*MATERIALS PROVIDED*:
=== Section Start ===

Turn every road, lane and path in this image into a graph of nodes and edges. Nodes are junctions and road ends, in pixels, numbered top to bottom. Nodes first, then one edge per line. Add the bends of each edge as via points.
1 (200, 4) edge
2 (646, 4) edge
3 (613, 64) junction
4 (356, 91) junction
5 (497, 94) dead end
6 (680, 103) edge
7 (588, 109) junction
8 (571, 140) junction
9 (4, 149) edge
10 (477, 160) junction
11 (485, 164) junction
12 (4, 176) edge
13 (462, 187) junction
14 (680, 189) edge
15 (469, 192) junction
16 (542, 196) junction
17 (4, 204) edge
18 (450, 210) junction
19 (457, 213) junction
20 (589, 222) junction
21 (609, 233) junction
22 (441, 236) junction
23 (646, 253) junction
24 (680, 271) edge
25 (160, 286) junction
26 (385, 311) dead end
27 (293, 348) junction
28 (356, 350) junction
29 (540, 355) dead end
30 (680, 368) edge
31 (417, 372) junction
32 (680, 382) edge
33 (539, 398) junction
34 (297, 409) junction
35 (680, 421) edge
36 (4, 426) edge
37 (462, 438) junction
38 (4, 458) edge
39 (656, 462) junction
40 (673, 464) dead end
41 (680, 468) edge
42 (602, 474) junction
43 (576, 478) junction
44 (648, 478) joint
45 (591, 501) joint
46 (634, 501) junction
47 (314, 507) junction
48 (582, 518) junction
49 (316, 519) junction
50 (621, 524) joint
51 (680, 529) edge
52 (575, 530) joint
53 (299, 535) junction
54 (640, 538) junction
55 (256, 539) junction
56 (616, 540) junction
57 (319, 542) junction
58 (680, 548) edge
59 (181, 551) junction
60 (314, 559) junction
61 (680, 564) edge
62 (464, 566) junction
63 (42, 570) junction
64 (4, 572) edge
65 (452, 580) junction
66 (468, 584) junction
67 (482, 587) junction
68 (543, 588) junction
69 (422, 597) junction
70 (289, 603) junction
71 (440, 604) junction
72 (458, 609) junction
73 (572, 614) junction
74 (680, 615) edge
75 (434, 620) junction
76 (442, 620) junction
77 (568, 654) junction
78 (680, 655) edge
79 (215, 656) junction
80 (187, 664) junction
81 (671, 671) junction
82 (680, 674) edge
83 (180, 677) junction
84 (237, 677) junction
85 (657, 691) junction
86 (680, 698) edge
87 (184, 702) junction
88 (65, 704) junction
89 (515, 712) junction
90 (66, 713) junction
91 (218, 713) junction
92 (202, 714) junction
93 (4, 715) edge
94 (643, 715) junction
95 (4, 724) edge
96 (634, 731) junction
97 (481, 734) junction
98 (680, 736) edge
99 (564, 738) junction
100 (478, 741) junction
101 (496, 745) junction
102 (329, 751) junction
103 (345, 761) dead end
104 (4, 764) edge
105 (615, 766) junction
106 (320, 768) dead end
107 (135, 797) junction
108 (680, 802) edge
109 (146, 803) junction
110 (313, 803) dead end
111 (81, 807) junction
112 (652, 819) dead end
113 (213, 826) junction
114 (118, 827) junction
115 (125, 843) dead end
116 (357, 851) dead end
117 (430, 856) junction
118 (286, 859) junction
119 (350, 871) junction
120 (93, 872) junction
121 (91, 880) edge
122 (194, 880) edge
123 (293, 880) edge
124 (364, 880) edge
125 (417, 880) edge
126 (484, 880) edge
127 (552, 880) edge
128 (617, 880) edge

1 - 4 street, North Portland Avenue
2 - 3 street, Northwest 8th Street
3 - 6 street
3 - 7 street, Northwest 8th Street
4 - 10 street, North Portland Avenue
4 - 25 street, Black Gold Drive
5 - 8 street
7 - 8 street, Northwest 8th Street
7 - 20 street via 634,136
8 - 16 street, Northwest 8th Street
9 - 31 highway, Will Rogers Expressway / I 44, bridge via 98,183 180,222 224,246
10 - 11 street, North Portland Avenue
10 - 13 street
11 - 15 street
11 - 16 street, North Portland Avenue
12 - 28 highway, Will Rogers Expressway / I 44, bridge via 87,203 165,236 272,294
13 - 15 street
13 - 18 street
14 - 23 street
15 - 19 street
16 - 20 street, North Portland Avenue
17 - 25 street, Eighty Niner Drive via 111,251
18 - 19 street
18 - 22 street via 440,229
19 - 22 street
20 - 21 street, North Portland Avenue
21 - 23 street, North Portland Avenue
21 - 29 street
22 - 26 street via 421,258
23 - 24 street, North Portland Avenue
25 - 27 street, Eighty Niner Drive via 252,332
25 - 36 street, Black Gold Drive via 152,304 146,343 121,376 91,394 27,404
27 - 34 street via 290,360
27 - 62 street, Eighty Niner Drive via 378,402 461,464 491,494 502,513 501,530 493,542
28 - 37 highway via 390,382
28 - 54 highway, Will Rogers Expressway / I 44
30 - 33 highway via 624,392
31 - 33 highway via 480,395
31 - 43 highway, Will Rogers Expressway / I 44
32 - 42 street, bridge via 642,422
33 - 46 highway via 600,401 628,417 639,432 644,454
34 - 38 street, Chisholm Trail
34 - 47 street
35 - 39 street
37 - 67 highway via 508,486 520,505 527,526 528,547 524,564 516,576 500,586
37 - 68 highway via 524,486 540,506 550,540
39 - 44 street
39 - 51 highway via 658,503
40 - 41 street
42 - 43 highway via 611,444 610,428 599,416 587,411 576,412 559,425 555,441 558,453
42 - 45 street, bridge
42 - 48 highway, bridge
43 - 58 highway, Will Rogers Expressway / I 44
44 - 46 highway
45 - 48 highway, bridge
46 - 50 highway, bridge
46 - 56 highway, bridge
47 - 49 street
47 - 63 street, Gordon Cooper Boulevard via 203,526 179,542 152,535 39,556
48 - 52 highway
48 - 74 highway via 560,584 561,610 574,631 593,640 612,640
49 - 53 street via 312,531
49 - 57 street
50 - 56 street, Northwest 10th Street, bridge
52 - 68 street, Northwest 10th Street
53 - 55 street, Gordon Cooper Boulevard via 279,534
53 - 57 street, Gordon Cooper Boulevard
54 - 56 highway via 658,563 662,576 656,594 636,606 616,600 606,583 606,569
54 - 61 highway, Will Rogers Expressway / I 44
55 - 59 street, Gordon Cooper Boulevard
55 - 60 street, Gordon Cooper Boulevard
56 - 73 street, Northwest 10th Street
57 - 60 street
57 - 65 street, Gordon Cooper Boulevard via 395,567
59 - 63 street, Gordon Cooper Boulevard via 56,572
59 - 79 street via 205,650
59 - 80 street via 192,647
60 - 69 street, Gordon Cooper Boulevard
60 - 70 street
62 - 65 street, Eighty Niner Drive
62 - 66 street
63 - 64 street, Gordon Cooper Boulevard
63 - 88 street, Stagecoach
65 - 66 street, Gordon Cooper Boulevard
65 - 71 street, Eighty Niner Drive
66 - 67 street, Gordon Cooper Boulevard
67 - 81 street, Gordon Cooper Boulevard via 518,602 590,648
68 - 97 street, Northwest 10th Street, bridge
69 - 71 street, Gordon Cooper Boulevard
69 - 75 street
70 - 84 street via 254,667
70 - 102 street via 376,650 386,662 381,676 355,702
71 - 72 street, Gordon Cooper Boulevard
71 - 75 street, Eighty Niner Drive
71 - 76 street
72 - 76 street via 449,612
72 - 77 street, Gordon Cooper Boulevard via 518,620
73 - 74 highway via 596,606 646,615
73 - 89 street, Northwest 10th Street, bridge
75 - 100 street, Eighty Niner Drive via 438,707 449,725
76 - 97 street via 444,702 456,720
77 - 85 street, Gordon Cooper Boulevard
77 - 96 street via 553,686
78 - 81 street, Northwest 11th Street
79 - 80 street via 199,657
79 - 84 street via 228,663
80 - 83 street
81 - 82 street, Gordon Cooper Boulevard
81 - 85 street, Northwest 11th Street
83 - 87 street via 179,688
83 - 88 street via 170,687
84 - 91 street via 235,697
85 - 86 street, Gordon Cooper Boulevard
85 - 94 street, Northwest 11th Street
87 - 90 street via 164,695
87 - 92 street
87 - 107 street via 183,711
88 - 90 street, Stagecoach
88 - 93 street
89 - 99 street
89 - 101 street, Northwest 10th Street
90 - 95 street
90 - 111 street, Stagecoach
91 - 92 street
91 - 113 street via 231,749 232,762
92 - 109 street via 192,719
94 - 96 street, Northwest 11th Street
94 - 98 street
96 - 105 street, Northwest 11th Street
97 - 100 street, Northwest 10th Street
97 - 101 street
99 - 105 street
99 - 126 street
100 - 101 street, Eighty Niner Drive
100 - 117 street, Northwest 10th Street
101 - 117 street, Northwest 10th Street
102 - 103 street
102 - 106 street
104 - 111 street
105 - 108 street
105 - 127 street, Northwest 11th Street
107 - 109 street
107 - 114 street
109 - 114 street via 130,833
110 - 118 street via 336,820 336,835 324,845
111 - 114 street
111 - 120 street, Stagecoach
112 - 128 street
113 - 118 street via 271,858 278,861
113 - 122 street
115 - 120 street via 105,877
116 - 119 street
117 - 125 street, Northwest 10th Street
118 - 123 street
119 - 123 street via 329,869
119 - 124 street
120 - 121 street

=== Section End ===

*WHAT TO WORK ON*: Tally the lines of the listing that hold the string "Will", then reply with that number alone.

*TASK SOLUTION*: 6